Reporter and biographer Lou Cannon passed away in Santa Barbara on Friday at 92, leaving behind a long legacy in journalism, including decades of reporting on Ronald Reagan.

Cannon was well known for his in-depth coverage of Reagan, chronicling his journey from California governor all the way to the White House, and published four books about the 40th president.
Cannon was born in New York on June 3, 1933, to Jack and Irene Cannon.

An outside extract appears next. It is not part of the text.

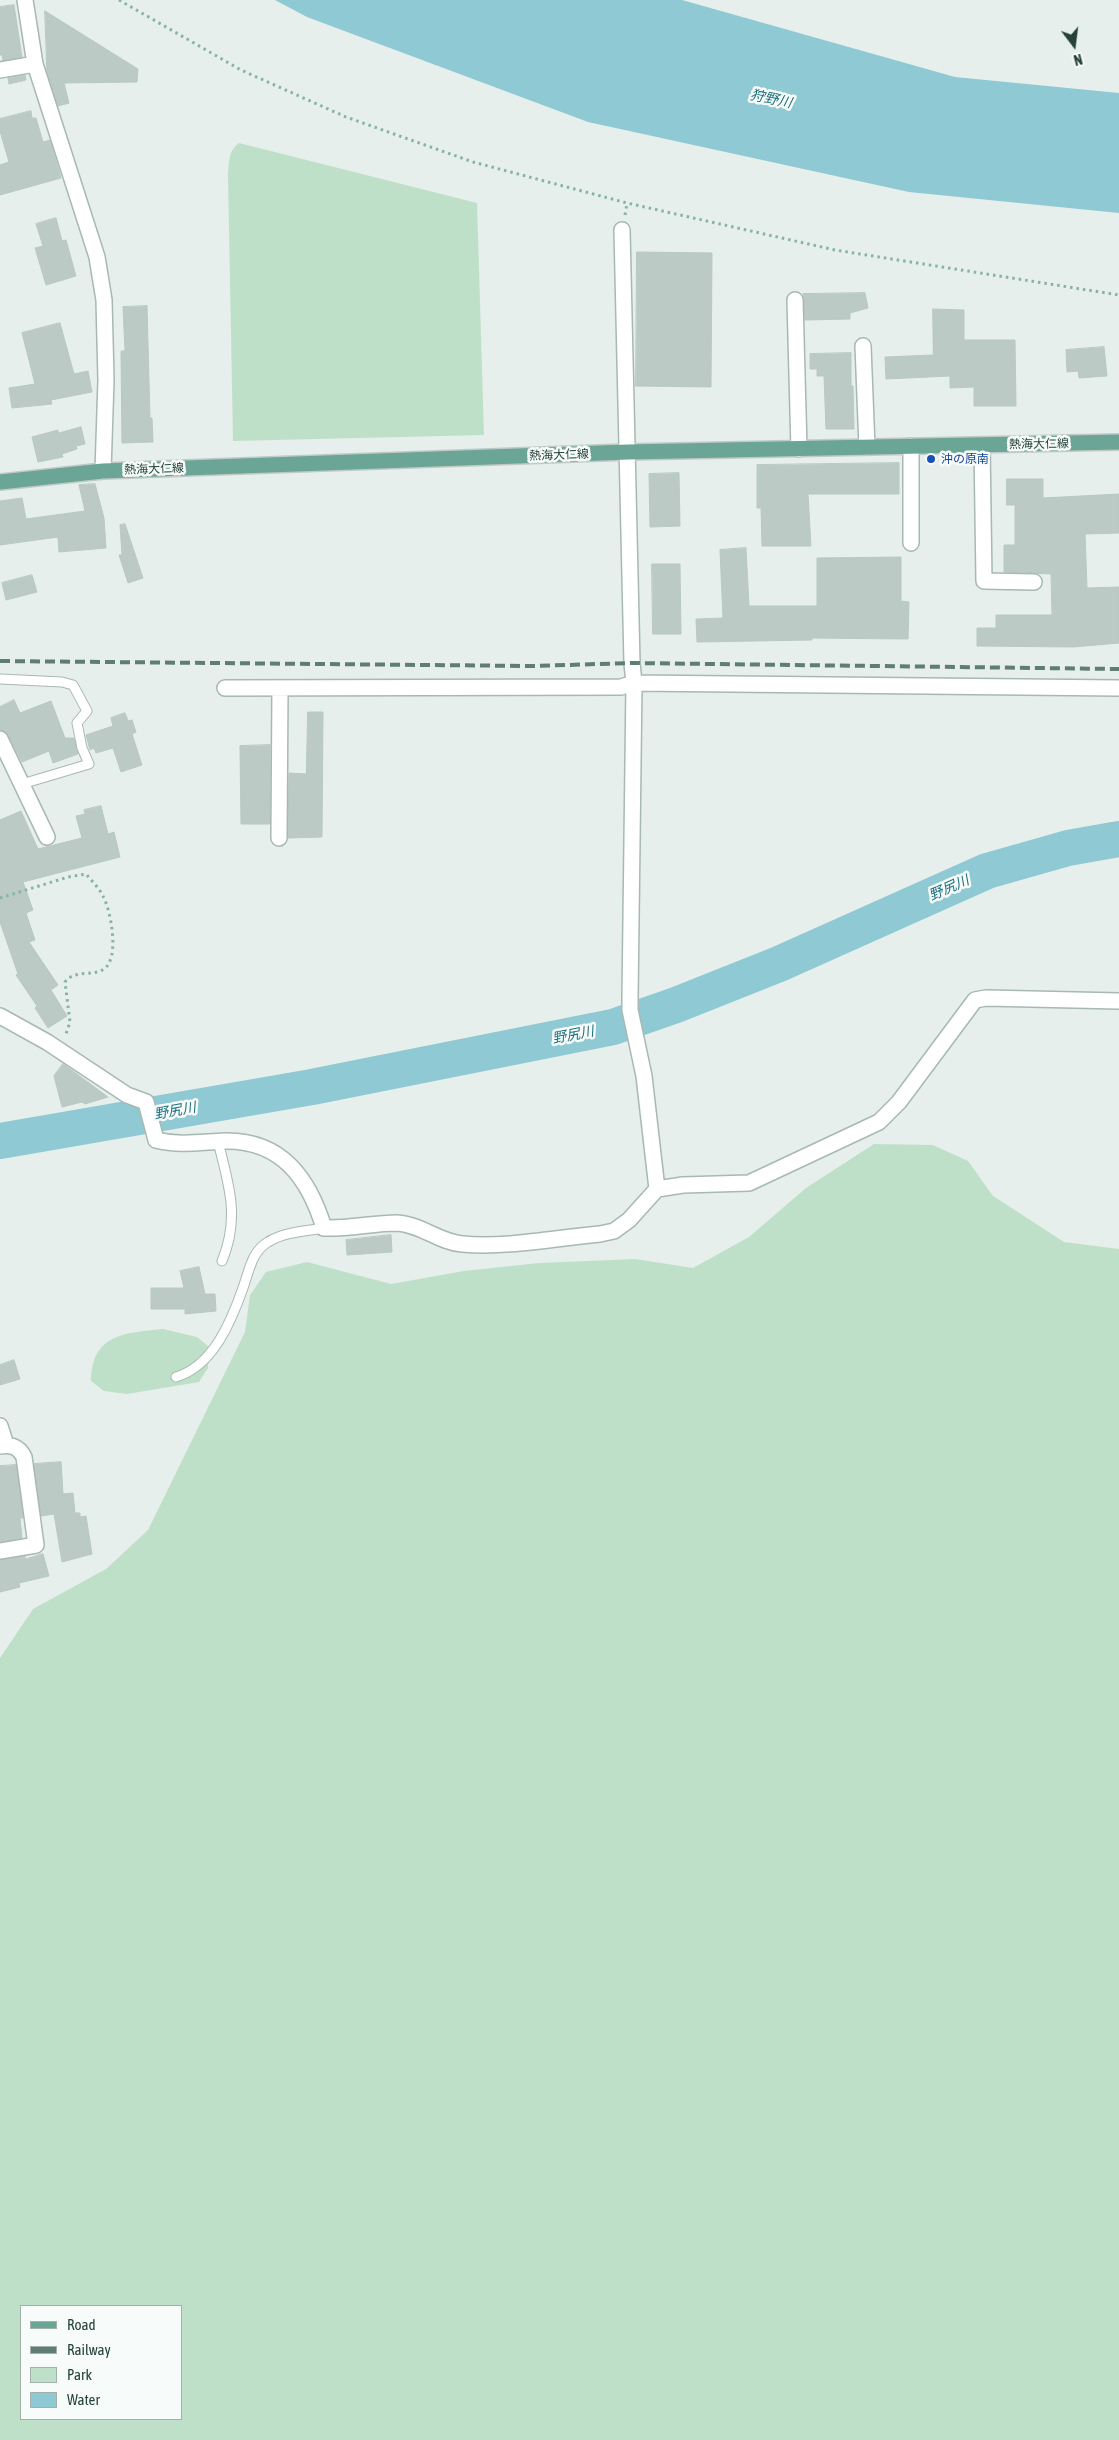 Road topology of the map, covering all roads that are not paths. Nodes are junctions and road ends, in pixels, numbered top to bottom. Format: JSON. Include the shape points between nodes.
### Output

He grew up in Reno, Nevada before attending the University of Nevada, Reno, from 1950 to 1951 before going on to San Francisco State College in 1951-52, according to the New York Times.
He joined the Army in 1953, serving through 1954 before starting his career in journalism in 1957.
He worked at several small California newspapers, working as the managing editor for the Contra Costa Times in Walnut Creek in the early 1960s before going on to the San Jose Mercury News as a copy editor and then becoming a reporter.
He became the state bureau chief in 1965-69 in Sacramento, where he began reporting on Reagan during his first term as governor of California, the Times reported.
Cannon’s first book, “Ronnie and Jesse: A Political Odyssey,” published in 1969, was a biography on Reagan and Jesse Unruh, the Democratic speaker of the California Assembly who lost to Reagan in the gubernatorial election.
Cannon joined the Washington Post in 1972 as a political reporter, and spent the next 26 years as the White House correspondent, reporting on the presidencies of Richard Nixon, Gerald Ford, Jimmy Carter and Reagan.
In 1991, he published “President Reagan: The Role of a Lifetime” that analyzed the president’s political career.
After leaving the Post in 1999, he wrote “Ronald Reagan: The Presidential Portfolio” (2001), “Governor Reagan: His Rise to Power” (2003), and “Reagan’s Disciple: George W. Bush’s Troubled Quest for a Presidential Legacy” (2008) with his son, Carl Cannon.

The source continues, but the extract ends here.